Data quality is the evaluation of the information held by an organisation and to what degree it serves its collection purpose. In short, how well the information does its job. In local government, the job expected of the data it holds has changed over the last decade. Technology has increased customer service expectations and councils' drive to meet those expectations has driven the demand for more "joined-up" thinking across departments and better data quality.
In days gone by council departments often operated as semi-autonomous organisations and maintained "silos" of information. If a customer wanted information on their council tax they had to phone the council tax department. If they wanted information on their planning application they had to phone the planning department.
With the rise of the internet, customers increasingly expect to access their information online. And navigating department ping-pong is no longer acceptable.
Simultaneously with these technological developments has been an increasing expectation within the business of what can be done with the data held by the authority as well as financial pressures to increase efficiencies and reduce duplication of effort. Learning from private industry council leaders expect to be able to mine the authority's data to better understand their customers and develop policies to meet their needs.
At the same time council budgets have been declining rapidly under central government budgetary pressure. The need to do more with less has prompted the search for savings in the internal processes of the organisation. Duplication of effort in the various data silos across authorities' departments has been a common target for efficiency savings. In the past, for example, it has not been uncommon for many departments to maintain their own separate (and often incompatible) address databases. It makes obvious sense to manage address data within a single location and give departments the ability to look-up and validate address data from this single point of entry.

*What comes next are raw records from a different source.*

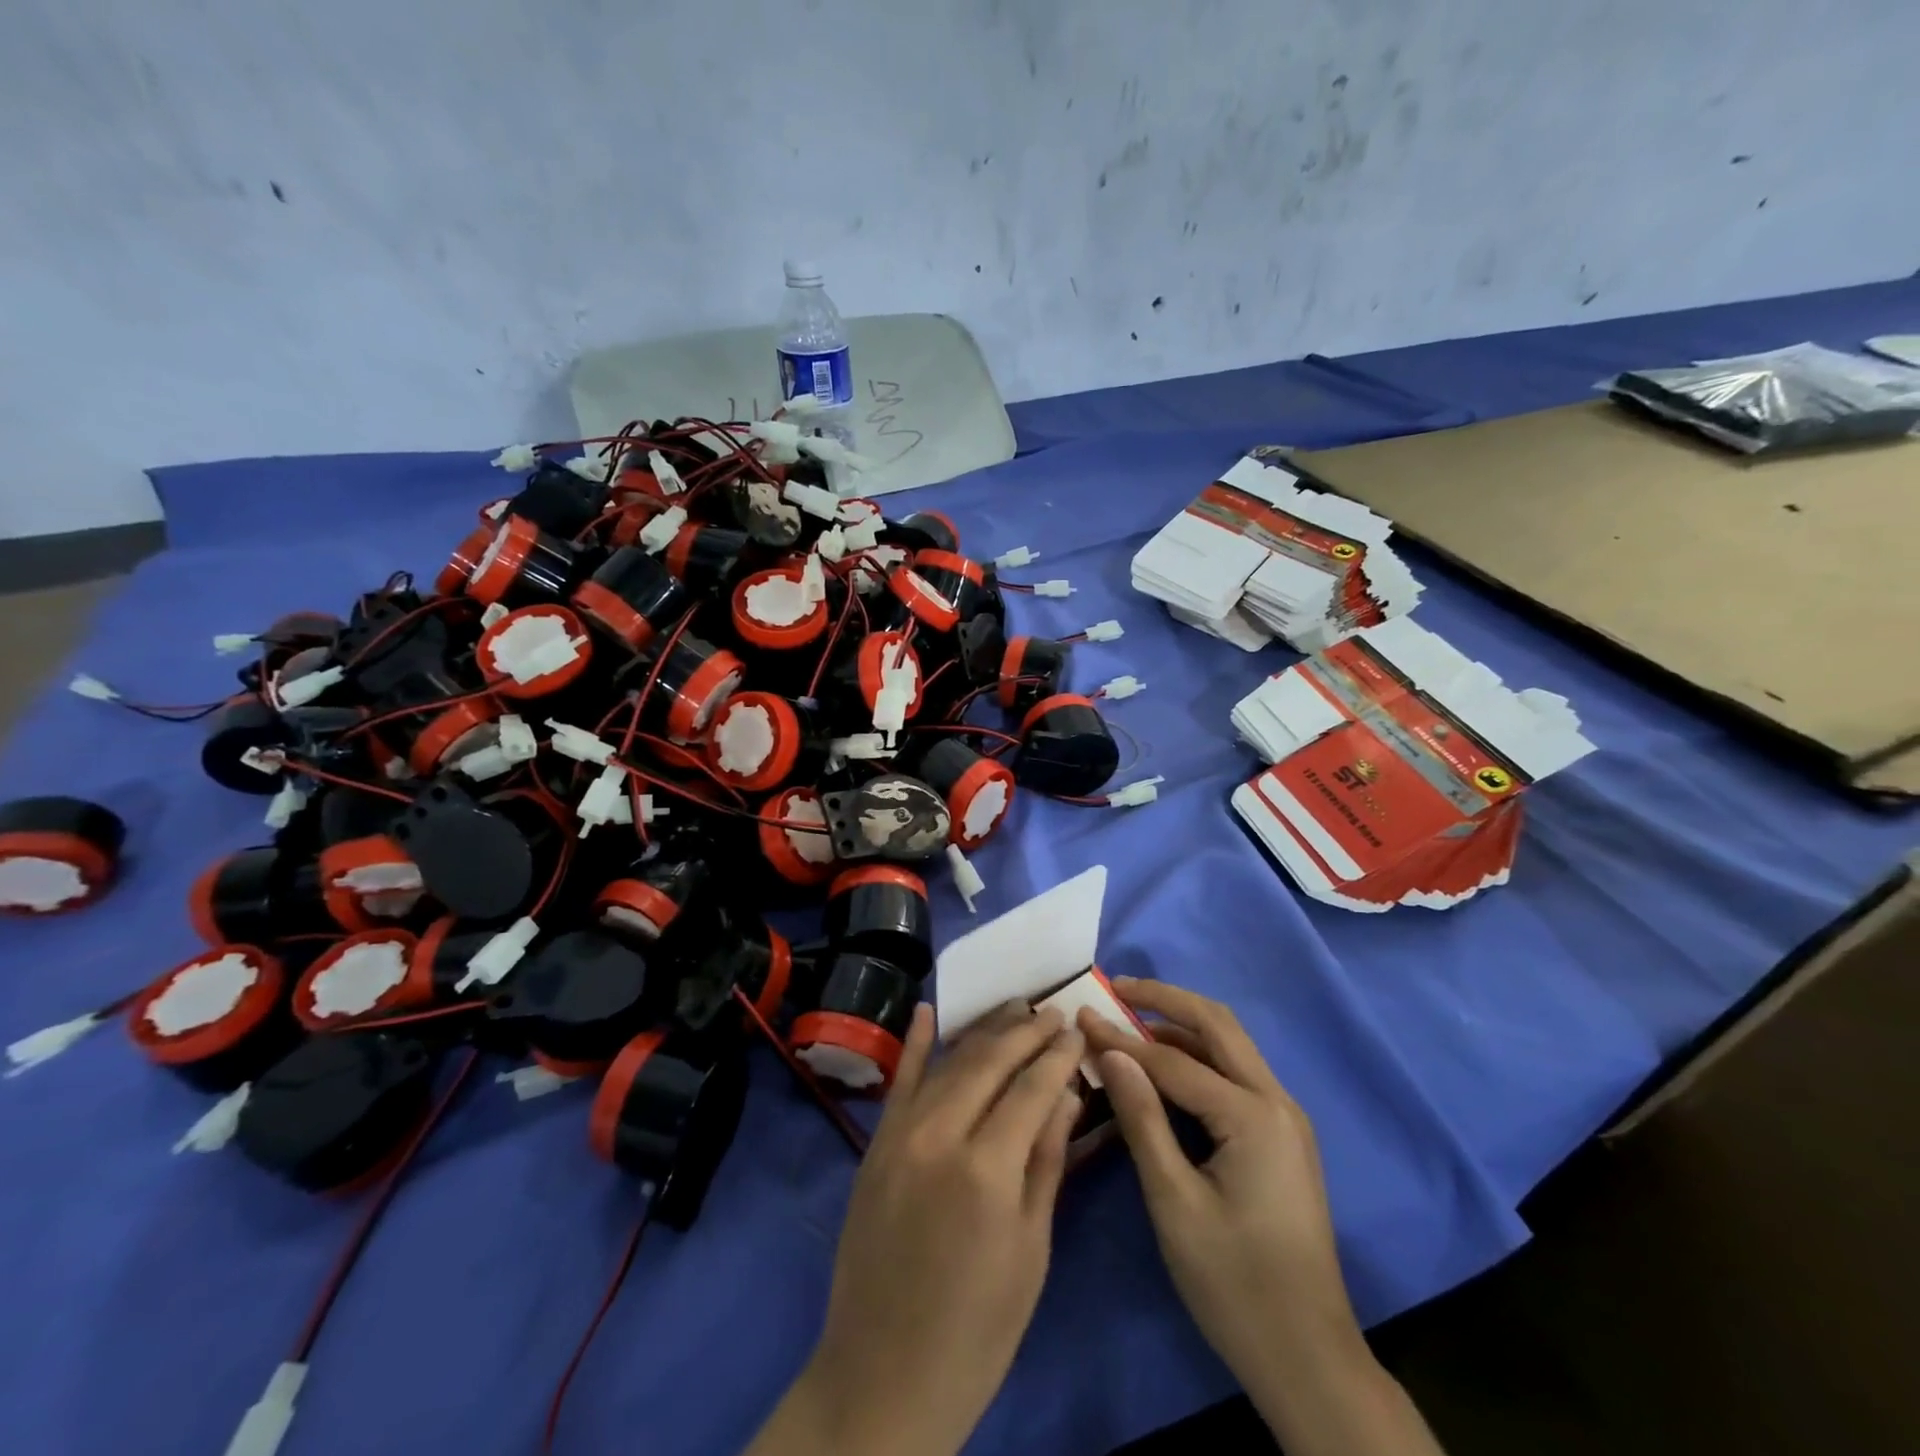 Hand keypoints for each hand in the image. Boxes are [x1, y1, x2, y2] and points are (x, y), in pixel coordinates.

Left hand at [749, 1001, 1084, 1455]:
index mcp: (987, 1169)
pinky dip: (913, 1044)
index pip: (1031, 1088)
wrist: (883, 1374)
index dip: (1058, 1056)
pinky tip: (927, 1011)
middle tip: (1053, 1011)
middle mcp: (940, 1135)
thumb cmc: (978, 1328)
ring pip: (948, 1062)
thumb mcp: (1030, 1250)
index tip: (1077, 1031)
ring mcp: (900, 1134)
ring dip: (984, 1030)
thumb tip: (1067, 1094)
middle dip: (1026, 1031)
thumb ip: (1047, 1161)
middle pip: (989, 1061)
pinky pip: (897, 1081)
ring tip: (1014, 1007)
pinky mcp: (874, 1144)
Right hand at [1083, 980, 1441, 1455]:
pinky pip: (1234, 1075)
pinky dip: (1197, 1056)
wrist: (1309, 1360)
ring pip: (1230, 1045)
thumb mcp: (1174, 1202)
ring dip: (1181, 1024)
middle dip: (1165, 999)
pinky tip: (1162, 1065)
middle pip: (1218, 1024)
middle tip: (1116, 987)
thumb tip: (1110, 1051)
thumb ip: (1142, 1118)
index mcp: (1253, 1116)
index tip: (1079, 1016)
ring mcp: (1284, 1118)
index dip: (1121, 1038)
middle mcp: (1277, 1101)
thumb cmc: (1234, 1285)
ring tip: (1130, 1017)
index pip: (1173, 1061)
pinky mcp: (1280, 1136) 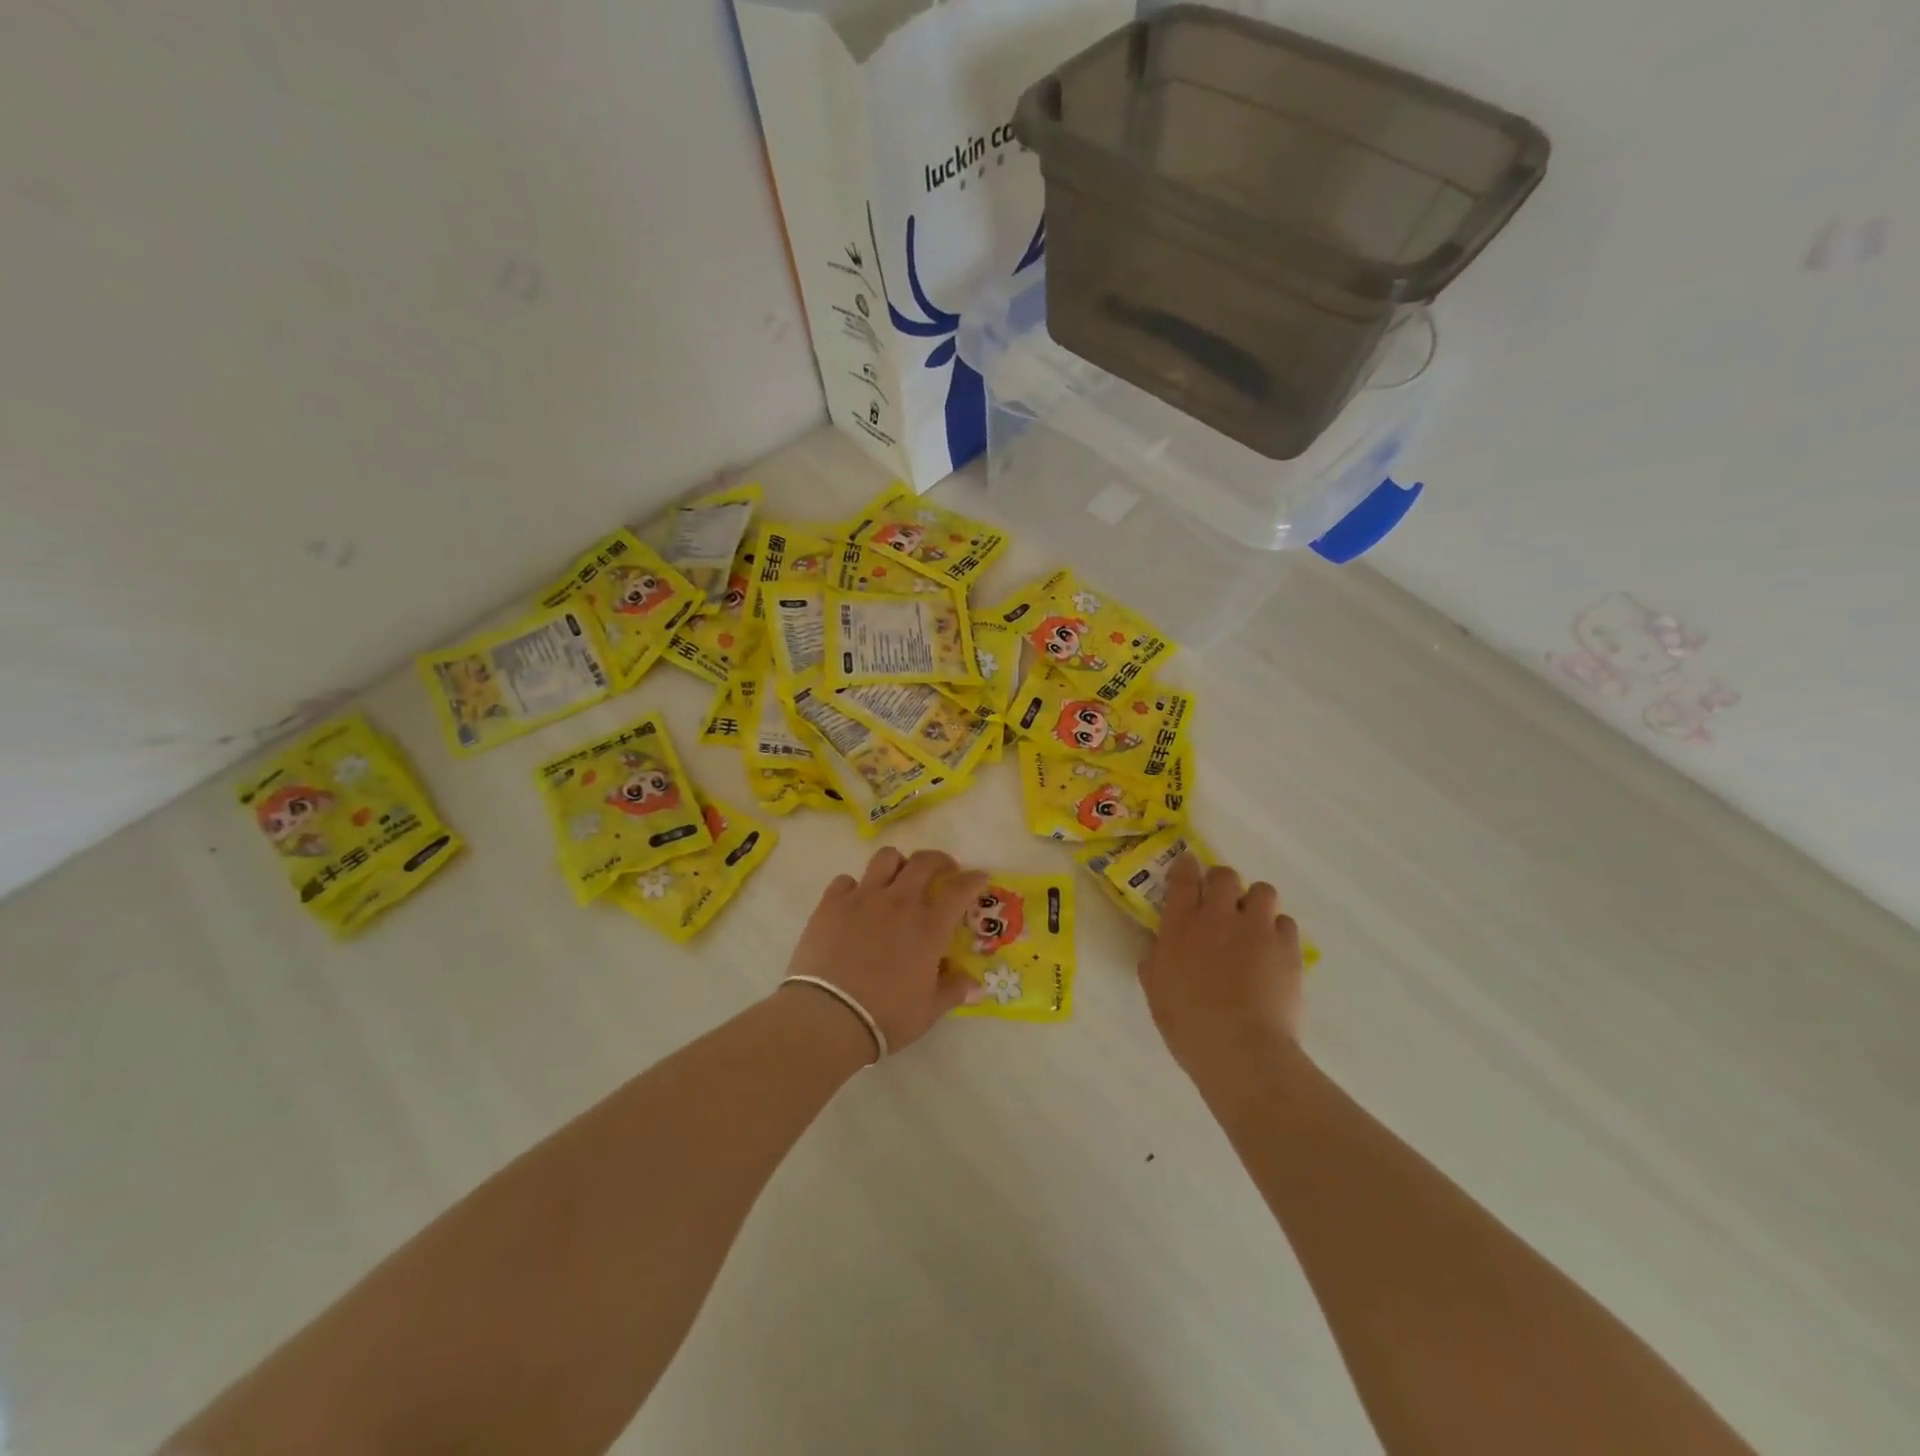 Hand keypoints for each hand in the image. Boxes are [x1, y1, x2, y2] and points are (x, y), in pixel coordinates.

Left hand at [784, 848, 987, 1054]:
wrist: (829, 1017)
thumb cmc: (886, 1015)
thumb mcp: (928, 1010)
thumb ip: (954, 991)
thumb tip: (977, 987)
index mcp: (929, 926)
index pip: (959, 890)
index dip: (973, 879)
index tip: (979, 877)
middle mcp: (899, 902)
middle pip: (924, 862)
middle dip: (939, 860)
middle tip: (943, 870)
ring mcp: (863, 898)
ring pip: (885, 858)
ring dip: (898, 863)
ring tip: (898, 878)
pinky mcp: (831, 903)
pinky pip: (846, 880)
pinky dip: (855, 887)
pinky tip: (855, 902)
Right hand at [1138, 855, 1304, 1089]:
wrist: (1240, 1048)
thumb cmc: (1187, 1024)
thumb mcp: (1156, 991)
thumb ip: (1156, 961)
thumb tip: (1158, 947)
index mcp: (1180, 924)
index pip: (1183, 877)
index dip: (1185, 867)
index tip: (1188, 867)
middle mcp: (1218, 916)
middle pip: (1224, 875)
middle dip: (1222, 882)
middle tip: (1221, 900)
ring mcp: (1256, 928)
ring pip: (1262, 891)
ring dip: (1255, 901)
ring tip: (1253, 923)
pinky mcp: (1287, 947)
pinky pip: (1285, 923)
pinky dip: (1278, 930)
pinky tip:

Meeting Data Quality Goals - Data Quality Management
Data quality management is defined as the management of people, processes, technology and data within an organisation. The goal is a to continually access and measure data quality and ensure it is meeting the needs of the organisation.
This is a continuous process and not a one-off event. Data changes and business needs themselves change. As a result, Data Quality Management can be thought of as a cycle.
Data discovery is the process of finding what is out there. Identifying what file systems or database servers contain the data. Then assessing how the data is structured; what the database schema is: the names and definitions of tables, fields, and relationships.
This is an interrogation of the actual data and a comparison of this with the metadata gathered in the discovery phase. Ideally, a tool specifically designed for data profiling should be used to avoid preconceived ideas about the nature of the data and data blind spots. Although it may be necessary to develop additional queries and reports for specific aspects of the data not covered by the profiling tool.
The outcome of this process is that data statistics will be generated and stored alongside the discovery metadata.
Measuring data quality is the key step in the data quality cycle. This is where you assess the actual quality of the data. There are 8 aspects of data common to all datasets that need to be assessed:
- Completeness: How much of the required data is present? Are required fields populated?
- Uniqueness: What is the extent of data duplication? Are values or records stored more than once?
- Validity: Do all records store the allowable values for what they are supposed to be representing?
- Accuracy: Relationship of the data to the real world or another trusted source.
- Integrity: Does the data abide by the defined data relationship rules - primary and foreign key relationships.
- Timeliness: The availability and accessibility of the data. Can you get to the data quickly and easily?
- Consistency: Do data values extracted from differing datasets contradict each other?
- Representation: Are the data values represented in a way that is most useful. Is this the best way to store these values?
Data quality rules are determined by business needs and are typically the responsibility of the various data custodians. In particular, values should be identified that are vital to the business and strict rules applied to those values to ensure compliance on an ongoing basis.
Data quality monitoring is again determined by business needs. This is the stage where the data quality rules are either applied or assessed periodically at a frequency determined by the business.
Data exception thresholds are typically defined and once these thresholds are breached, notifications to the appropriate person should be generated.
Data quality reporting is the companion of the monitoring process. The monitoring process captures and stores quality exceptions defined by the quality rules and reporting presents this data in a manner that is easily understood by business users. Typically this may be in the form of dashboards, excel reports, graphs or web pages.
The monitoring and reporting functions draw attention to data exceptions and problems. The data repair phase is where such issues are fixed.
Investigation of the root cause of the exceptions is performed and a solution developed to address the issue. In most cases, a data repair plan of some sort will need to be developed to implement the solution and approval sort from the data owner and IT.
To Finish Up
I realise I've only scratched the surface with data quality management as it pertains to local government. I'm hoping to be able to go into more depth with the specific steps of meeting data quality goals and the particular obstacles found within the local government environment.